Hello
I'm thinking about tearing down an entire corner of our extended house. Unfortunately, those walls have a large dormer on the extension. It feels a bit heavy to solve with glulam beams. I should probably mention that I plan to knock out the walls to install glass doors on the ground floor, so it's not possible to support more than at the attachment points and the corner, of course.
It's a corner where the walls are about 4 x 5 meters in each direction.
I was considering that maybe something like an H-Beam would solve the problem since the span that the roof trusses rest on is quite long. It's the longest wall that the roof trusses rest on. The house is on a foundation made of concrete & the walls & floor are made of lightweight concrete. My question, which I hope someone has a good answer to, is which construction one should look more closely at & where one can get a calculation for the beam needed.

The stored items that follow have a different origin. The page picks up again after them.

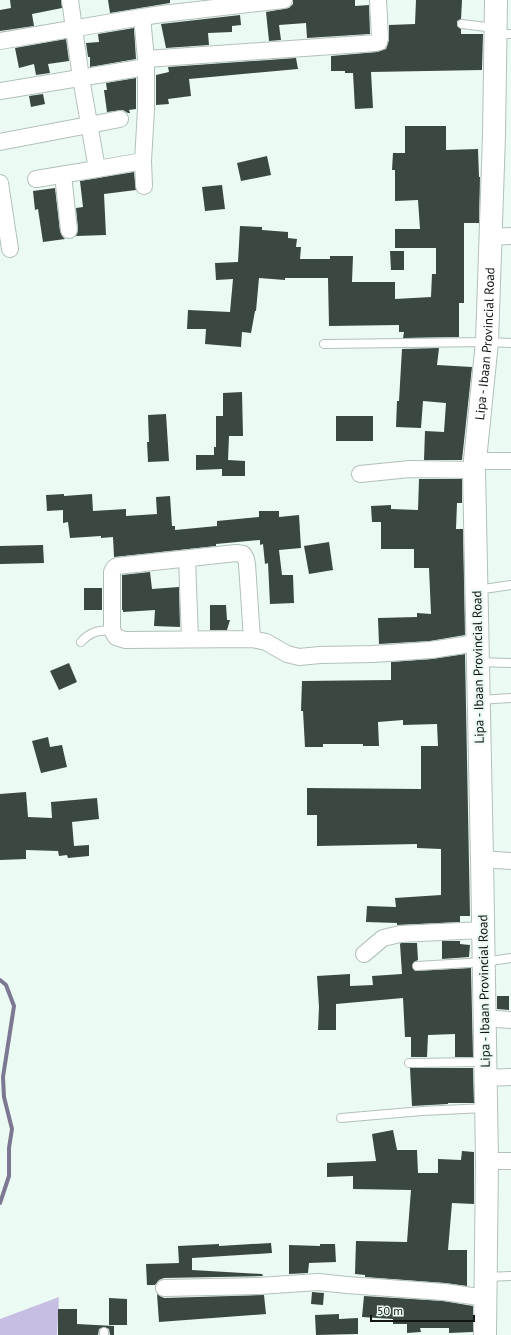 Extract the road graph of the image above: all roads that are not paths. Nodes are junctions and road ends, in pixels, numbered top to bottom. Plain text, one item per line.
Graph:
1 (70, 0) edge
2 (284, 0) edge
3 (378, 0) edge
4 (496, 0) edge
5 (161, 7) edge
6 (142, 17) junction
7 (462, 24) dead end
8 (75, 29) junction
9 (500, 32) edge
10 (0, 41) edge
11 (146, 63) junction
12 (81, 78) junction
13 (0, 91) edge
14 (120, 119) dead end
15 (90, 126) junction
16 (0, 142) edge
17 (143, 161) junction
18 (97, 169) junction
19 (63, 174) junction
20 (36, 179) dead end
21 (0, 183) edge
22 (144, 186) dead end
23 (69, 230) dead end
24 (501, 236) edge
25 (10, 249) dead end
26 (487, 342) junction
27 (511, 343) edge
28 (324, 344) dead end
29 (511, 461) edge
30 (474, 465) junction
31 (360, 474) dead end
32 (187, 560) junction
33 (511, 585) edge
34 (476, 590) junction
35 (112, 630) junction
36 (190, 639) junction
37 (252, 639) junction
38 (81, 642) dead end
39 (478, 653) junction
40 (511, 663) edge
41 (511, 698) edge
42 (479, 700) junction
43 (482, 859) junction
44 (511, 861) edge
45 (483, 930) junction
46 (364, 954) dead end
47 (511, 958) edge
48 (484, 962) junction
49 (416, 966) dead end
50 (484, 1018) junction
51 (511, 1020) edge
52 (409, 1063) dead end
53 (485, 1070) junction
54 (511, 1077) edge
55 (485, 1108) junction
56 (341, 1118) dead end
57 (487, 1161) junction
58 (511, 1161) edge
59 (511, 1276) edge
60 (486, 1287) junction
61 (164, 1288) dead end
62 (485, 1335) edge

1 - 8 street
2 - 5 street
3 - 11 street
4 - 9 main road, Lipa - Ibaan Provincial Road
5 - 6 street
6 - 8 street
6 - 11 street
7 - 9 lane
8 - 10 street
8 - 12 street
9 - 24 main road, Lipa - Ibaan Provincial Road
11 - 12 street
11 - 17 street
12 - 13 street
12 - 15 street
14 - 15 street
15 - 16 street
15 - 18 street
17 - 18 street
17 - 22 street
18 - 19 street
19 - 20 street
19 - 23 street
21 - 25 street
24 - 26 main road, Lipa - Ibaan Provincial Road
26 - 27 lane
26 - 28 lane
26 - 30 main road, Lipa - Ibaan Provincial Road
29 - 30 street
30 - 31 street
30 - 34 main road, Lipa - Ibaan Provincial Road
32 - 35 street
32 - 36 street
32 - 37 street
33 - 34 lane
34 - 39 main road, Lipa - Ibaan Provincial Road
35 - 36 street
35 - 38 lane
36 - 37 street
37 - 39 street
39 - 40 lane
39 - 42 main road, Lipa - Ibaan Provincial Road
41 - 42 lane
42 - 43 main road, Lipa - Ibaan Provincial Road
43 - 44 street
43 - 45 main road, Lipa - Ibaan Provincial Road
45 - 46 street
45 - 48 main road, Lipa - Ibaan Provincial Road
47 - 48 lane
48 - 49 lane
48 - 50 main road, Lipa - Ibaan Provincial Road
50 - 51 street
50 - 53 main road, Lipa - Ibaan Provincial Road
52 - 53 lane
53 - 54 street
53 - 55 main road, Lipa - Ibaan Provincial Road
55 - 56 lane
55 - 57 main road, Lipa - Ibaan Provincial Road
57 - 58 street
57 - 60 main road, Lipa - Ibaan Provincial Road
59 - 60 lane
60 - 61 street
60 - 62 main road, Lipa - Ibaan Provincial Road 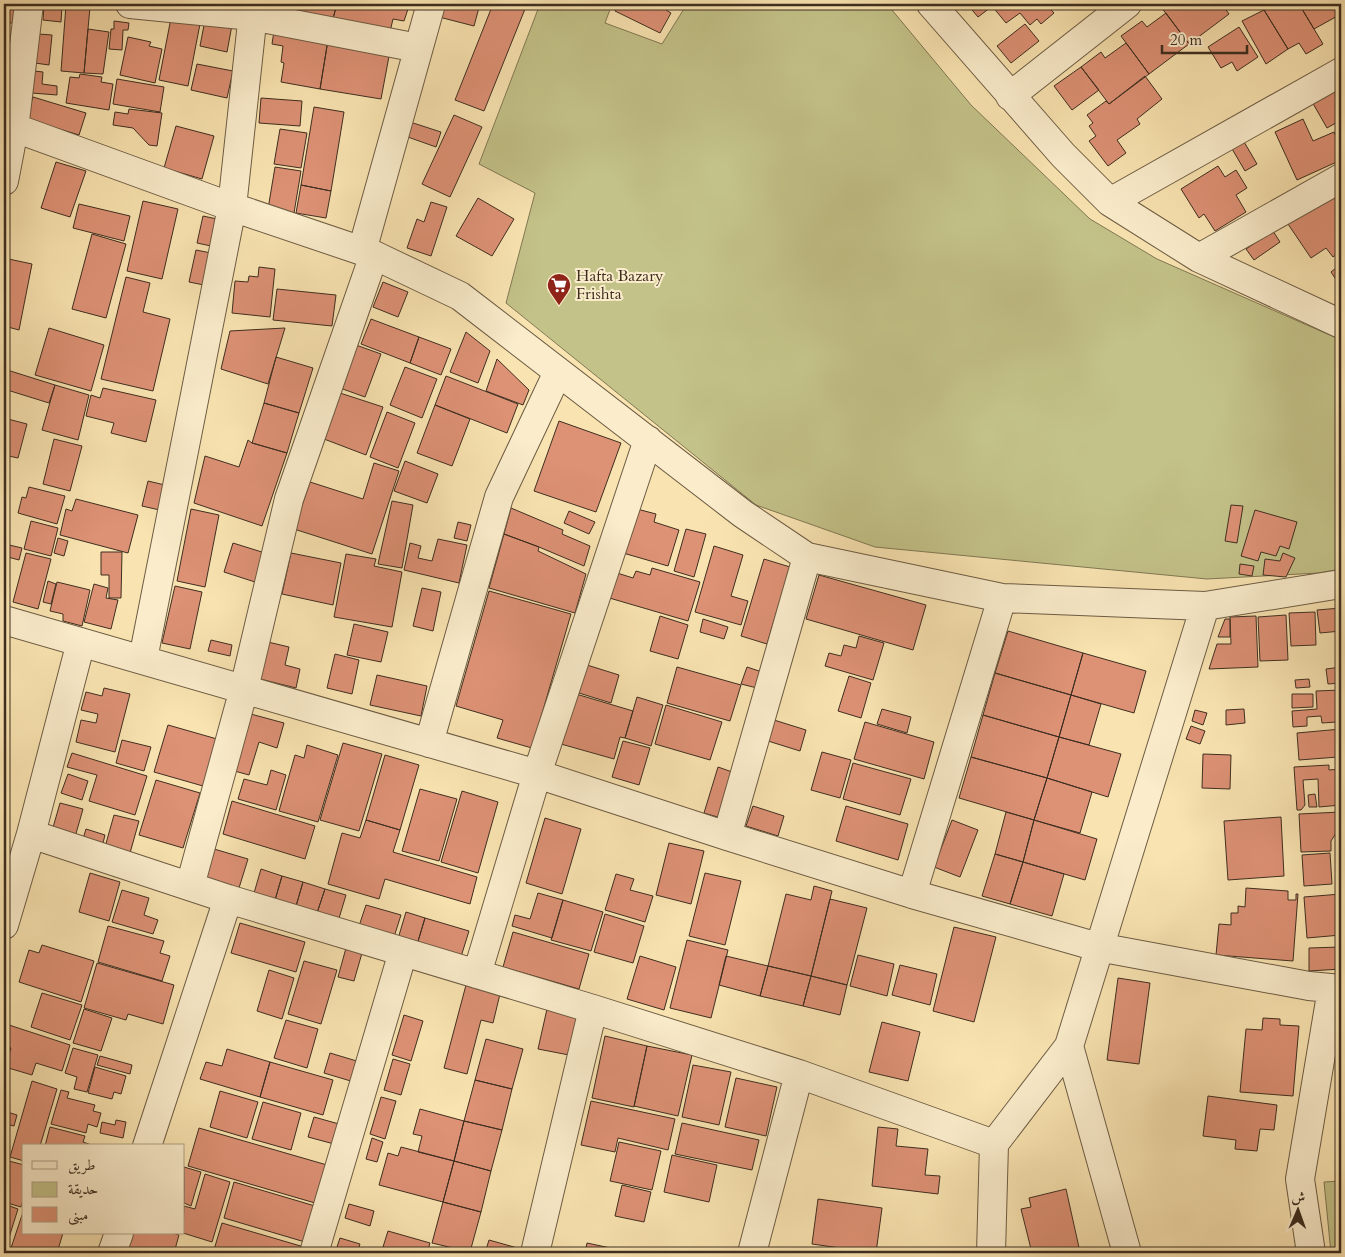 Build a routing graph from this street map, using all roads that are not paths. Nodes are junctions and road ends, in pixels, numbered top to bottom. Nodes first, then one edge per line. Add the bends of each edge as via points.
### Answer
1 (28, 4) edge
2 (130, 4) edge
3 (431, 4) edge
4 (931, 4) edge
5 (1127, 4) edge
6 (253, 10) edge
7 (418, 48) junction
8 (1341, 72) edge
9 (1010, 96) junction
10 (9, 126) edge
11 (1341, 178) edge
12 (4, 181) edge
13 (1110, 202) junction
14 (232, 207) junction
15 (368, 253) junction
16 (1199, 258) junction
17 (1341, 324) edge
18 (558, 372) junction
19 (648, 440) junction
20 (807, 557) junction
21 (1341, 584) edge
22 (1002, 598) junction
23 (1205, 606) junction
24 (4, 620) edge
25 (81, 642) junction
26 (143, 659) junction
27 (244, 689) junction
28 (429, 743) junction
29 (536, 774) junction
30 (31, 834) junction
31 (727, 836) junction
32 (190, 886) junction
33 (912, 894) junction
34 (228, 899) junction
35 (4, 925) edge
36 (1098, 947) junction
37 (403, 952) junction
38 (477, 974) junction
39 (1337, 989) edge
40 (594, 1009) junction
41 (1068, 1046) junction
42 (799, 1074) junction
43 (148, 1144) edge
44 (994, 1144) junction
45 (119, 1234) edge
46 (112, 1253) edge
47 (314, 1253) edge
48 (535, 1253) edge
49 (752, 1253) edge
50 (991, 1253) edge
51 (1127, 1253) edge
52 (1311, 1253) edge

1 - 10 street
2 - 6 street
3 - 7 street
4 - 9 street
5 - 9 street
6 - 7 street
6 - 14 street
7 - 15 street
8 - 13 street
9 - 13 street
10 - 12 street
10 - 14 street
11 - 16 street
13 - 16 street
14 - 15 street
14 - 26 street
15 - 18 street via 460,296
15 - 27 street via 289,499
16 - 17 street
18 - 19 street
18 - 28 street via 499,497
19 - 20 street via 743,514
19 - 29 street
20 - 22 street
20 - 31 street
21 - 23 street
22 - 23 street
22 - 33 street
23 - 36 street
24 - 25 street
25 - 26 street
25 - 30 street
26 - 27 street
27 - 28 street
27 - 32 street
28 - 29 street
29 - 31 street
29 - 38 street
30 - 32 street
30 - 35 street
31 - 33 street
32 - 34 street
33 - 36 street
34 - 37 street
34 - 43 street
36 - 39 street
36 - 41 street
37 - 38 street
37 - 47 street
38 - 40 street
39 - 52 street via 1300,1179
40 - 42 street
40 - 48 street
41 - 44 street
41 - 51 street
42 - 44 street
42 - 49 street
44 - 50 street
45 - 46 street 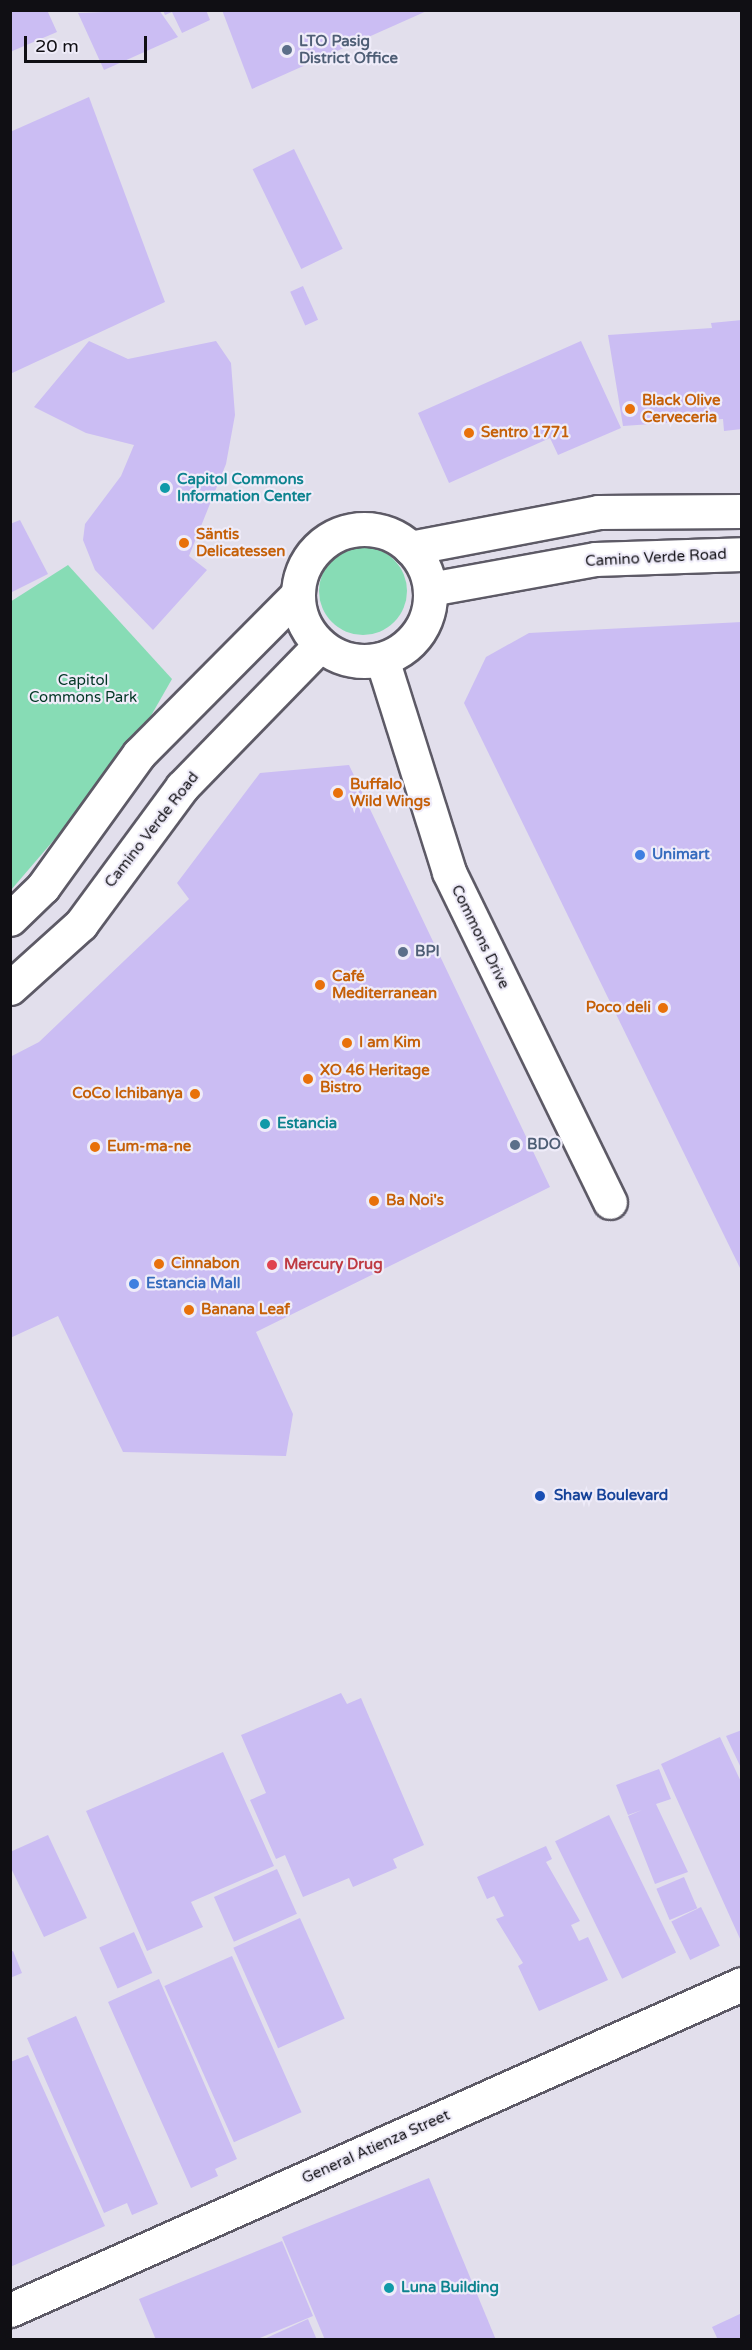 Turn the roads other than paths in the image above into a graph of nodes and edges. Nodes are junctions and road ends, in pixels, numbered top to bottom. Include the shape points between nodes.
1 (741, 511) edge
2 (410, 548) junction
3 (741, 554) edge
4 (430, 589) junction
5 (297, 595) junction
6 (320, 645) junction
7 (382, 659) junction
8 (10, 919) edge
9 (10, 988) edge
10 (610, 1202) dead end
11 (741, 1984) edge
12 (10, 2310) edge

1 - 2 street via 598,512
2 - 4 street
2 - 5 street via 377,530 339,534 309,558
3 - 4 street, Camino Verde Road via 595,559
4 - 7 street via 429,612 419,633
5 - 6 street via 300,613
5 - 8 street via 139,754 43,887
6 - 7 street via 349,660
6 - 9 street, Camino Verde Road via 182,787 81,924
7 - 10 street, Commons Drive via 449,872
11 - 12 street, General Atienza Street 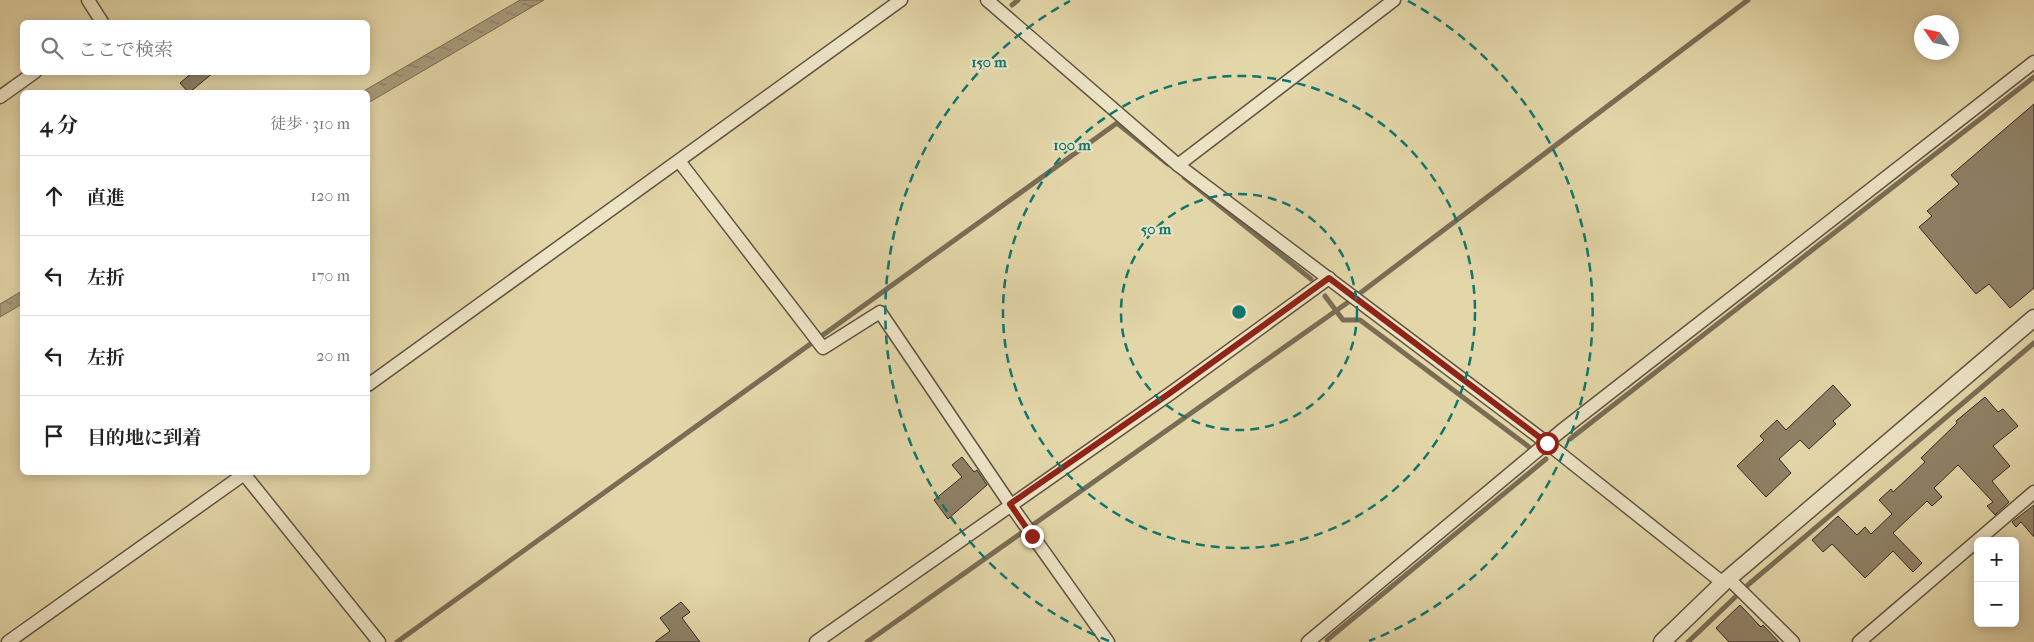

It would be bad if the house tipped over :)
 
Hmm it was probably quite difficult then..
 
You need a constructor/building engineer who can get an assessment on site. What I see is partly the pressure from the roof trusses but also the pressure from the remaining pillar. It will press very hard on the surface.
 
Not sure the house will tip, rather think it's more likely to collapse :)
Joking aside, I get the impression you also have an upper floor, which should complicate things. Additionally, it's built in lättbetong. I imagine it would have been easier if it were wood. Contact a structural engineer who can calculate if this is feasible.
 
Sounds like a good idea, I'll try to find someone where I live then.
Thanks for the tips
 
perhaps o-beam (square) 6mm x 100 x 100 attached to 300x300x8mm iron plates at the bottom, and taking one in the corner as well as at the attachment points and one in the middle of each wall. In total, it involves 5 posts each 100 mm thick, it's not so outrageously conspicuous. It should hold...
 
Of course also beams at the top of the same dimension...
 
obviously welded! the plates are attached with expansion bolts that, after being tightened, are cut one by one to weld the bolt...
 
Hehe, harder than that. No posts in the middle of the intended blown-out walls. I actually believe in something like an H-Beam 200 x 200 as both legs & top rail. Pressure plates on each leg at the bottom (i.e. 3 pcs) would be the safest, but I could also imagine sawing out the siporex where the posts are to stand so they bottom directly into the concrete beams that the torpar foundation consists of. There will be about 3 roof trusses that will have no support under them (just the beam), if that beam bows under the pressure there is the wrong beam. Of course, it can give 1-2 cm in the middle but that shouldn't be any match for the intended beam.

Under the house, the concrete beams rest on a number of concrete plinths that support the entire torpar foundation. The important thing about the appearance of the entire construction is that it becomes completely clean without lots of visible supports except in the corner, of course. That's the challenge, so to speak... it will look incredibly cool with the large dormer on top of the large sliding glass panels... hopelessly, I'm getting so tempted now.